WHAT TO WORK ON
Pull each line holding "dead" out of the entries below.
******
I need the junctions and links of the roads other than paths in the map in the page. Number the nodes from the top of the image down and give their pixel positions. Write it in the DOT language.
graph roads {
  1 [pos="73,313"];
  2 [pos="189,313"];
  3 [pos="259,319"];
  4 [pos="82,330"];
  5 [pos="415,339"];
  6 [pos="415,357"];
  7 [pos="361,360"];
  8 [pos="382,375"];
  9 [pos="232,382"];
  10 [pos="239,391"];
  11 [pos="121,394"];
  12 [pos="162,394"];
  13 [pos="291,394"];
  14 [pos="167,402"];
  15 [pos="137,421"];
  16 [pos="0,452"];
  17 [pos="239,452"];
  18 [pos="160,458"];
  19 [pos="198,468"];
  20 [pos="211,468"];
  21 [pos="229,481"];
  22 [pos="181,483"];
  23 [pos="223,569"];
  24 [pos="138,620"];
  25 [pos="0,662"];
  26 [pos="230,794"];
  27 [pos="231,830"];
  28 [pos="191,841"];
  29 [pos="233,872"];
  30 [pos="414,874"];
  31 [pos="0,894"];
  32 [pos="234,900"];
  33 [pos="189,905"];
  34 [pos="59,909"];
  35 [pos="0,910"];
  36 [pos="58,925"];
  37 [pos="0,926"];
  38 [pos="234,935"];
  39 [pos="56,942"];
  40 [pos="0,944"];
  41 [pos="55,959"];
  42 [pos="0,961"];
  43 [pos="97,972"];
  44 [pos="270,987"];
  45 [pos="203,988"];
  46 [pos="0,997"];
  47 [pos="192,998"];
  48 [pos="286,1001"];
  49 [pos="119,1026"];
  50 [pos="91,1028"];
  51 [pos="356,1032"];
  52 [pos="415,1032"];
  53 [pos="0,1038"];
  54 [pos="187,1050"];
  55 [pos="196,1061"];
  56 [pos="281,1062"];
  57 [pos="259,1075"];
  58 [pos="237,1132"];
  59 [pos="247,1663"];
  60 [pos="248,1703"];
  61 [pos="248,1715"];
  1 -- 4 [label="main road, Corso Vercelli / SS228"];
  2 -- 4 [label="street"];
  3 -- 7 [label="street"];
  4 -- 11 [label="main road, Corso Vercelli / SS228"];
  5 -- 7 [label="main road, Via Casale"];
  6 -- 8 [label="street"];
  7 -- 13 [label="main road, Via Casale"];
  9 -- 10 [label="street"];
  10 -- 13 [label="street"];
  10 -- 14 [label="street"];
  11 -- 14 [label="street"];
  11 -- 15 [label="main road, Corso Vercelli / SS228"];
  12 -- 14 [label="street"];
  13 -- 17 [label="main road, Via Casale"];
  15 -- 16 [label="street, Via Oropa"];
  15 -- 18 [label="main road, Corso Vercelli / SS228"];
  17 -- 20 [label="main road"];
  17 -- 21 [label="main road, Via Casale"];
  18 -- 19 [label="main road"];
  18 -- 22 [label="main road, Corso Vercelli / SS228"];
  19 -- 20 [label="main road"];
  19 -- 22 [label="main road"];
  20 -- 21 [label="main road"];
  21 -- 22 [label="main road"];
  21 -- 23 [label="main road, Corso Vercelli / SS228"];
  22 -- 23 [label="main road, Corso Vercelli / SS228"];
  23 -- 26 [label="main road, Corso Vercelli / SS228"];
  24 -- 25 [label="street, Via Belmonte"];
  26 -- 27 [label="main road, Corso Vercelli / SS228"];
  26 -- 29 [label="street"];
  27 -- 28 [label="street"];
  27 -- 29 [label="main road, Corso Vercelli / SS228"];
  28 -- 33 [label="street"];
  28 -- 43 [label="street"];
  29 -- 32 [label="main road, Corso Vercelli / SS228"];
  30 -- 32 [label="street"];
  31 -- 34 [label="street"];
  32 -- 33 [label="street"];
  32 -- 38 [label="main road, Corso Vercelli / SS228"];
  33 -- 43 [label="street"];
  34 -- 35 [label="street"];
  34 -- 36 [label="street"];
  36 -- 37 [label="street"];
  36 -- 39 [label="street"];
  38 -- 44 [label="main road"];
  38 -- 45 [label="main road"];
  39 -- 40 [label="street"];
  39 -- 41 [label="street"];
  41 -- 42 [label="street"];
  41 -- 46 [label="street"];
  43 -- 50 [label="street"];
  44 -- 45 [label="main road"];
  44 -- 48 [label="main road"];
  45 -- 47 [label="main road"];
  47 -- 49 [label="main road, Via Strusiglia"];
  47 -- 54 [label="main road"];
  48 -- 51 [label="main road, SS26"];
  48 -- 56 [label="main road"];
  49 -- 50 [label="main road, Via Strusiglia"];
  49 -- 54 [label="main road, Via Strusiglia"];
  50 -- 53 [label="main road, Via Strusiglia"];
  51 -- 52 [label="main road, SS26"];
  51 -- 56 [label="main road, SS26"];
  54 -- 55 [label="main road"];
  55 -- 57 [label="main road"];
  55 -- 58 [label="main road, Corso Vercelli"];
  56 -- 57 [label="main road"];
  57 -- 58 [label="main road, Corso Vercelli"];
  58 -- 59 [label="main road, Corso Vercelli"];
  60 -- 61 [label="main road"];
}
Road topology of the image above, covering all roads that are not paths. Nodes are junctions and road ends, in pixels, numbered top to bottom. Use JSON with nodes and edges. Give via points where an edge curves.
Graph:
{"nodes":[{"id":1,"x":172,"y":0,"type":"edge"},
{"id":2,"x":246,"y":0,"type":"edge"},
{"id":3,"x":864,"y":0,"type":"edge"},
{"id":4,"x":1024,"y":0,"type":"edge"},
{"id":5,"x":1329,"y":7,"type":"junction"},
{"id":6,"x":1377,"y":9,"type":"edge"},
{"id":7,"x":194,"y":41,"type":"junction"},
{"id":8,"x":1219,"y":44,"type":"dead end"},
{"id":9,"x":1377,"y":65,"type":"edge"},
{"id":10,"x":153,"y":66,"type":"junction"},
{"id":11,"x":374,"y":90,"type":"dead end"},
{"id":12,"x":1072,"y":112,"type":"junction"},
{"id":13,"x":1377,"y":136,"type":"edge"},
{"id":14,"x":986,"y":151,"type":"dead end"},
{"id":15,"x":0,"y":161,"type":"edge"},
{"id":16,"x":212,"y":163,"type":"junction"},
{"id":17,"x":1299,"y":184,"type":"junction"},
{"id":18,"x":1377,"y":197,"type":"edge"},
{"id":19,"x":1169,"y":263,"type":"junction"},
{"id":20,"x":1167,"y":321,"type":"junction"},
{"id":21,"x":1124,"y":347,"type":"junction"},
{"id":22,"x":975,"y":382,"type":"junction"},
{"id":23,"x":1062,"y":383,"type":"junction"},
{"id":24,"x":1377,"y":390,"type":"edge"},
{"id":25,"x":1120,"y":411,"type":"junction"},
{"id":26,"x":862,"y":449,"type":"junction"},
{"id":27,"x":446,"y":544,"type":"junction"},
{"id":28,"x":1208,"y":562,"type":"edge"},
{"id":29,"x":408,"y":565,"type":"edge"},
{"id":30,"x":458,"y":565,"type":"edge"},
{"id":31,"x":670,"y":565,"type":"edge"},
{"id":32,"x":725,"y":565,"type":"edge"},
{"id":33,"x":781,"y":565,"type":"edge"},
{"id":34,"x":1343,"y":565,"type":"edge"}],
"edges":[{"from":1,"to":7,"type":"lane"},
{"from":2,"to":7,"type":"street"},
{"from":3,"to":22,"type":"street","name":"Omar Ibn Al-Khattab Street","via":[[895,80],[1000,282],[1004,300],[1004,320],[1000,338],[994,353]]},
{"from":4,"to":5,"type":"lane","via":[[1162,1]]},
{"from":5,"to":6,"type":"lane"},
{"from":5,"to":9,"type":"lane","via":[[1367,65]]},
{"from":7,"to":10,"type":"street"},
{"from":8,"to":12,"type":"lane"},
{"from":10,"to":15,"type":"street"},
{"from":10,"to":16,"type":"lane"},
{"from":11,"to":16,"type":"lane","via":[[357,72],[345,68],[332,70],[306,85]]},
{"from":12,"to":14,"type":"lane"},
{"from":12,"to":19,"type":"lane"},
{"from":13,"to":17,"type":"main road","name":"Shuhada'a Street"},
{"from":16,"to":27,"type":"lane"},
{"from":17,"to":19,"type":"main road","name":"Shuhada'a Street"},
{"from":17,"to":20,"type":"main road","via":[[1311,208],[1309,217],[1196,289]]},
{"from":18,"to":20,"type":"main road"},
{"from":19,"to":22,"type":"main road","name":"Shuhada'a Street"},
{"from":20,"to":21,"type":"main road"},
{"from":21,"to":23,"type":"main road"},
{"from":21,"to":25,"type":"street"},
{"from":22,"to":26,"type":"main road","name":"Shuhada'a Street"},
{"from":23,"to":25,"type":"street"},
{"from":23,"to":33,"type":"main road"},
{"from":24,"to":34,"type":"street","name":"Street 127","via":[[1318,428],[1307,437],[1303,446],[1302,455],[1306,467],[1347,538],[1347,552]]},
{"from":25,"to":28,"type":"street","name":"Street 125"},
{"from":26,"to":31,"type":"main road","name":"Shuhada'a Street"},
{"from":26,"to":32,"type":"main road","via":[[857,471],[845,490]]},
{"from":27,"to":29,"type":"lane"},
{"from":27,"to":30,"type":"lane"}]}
******
EXERCISE OUTPUT
{"id":8,"x":1219,"y":44,"type":"dead end"},
{"id":11,"x":374,"y":90,"type":"dead end"},
{"id":14,"x":986,"y":151,"type":"dead end"},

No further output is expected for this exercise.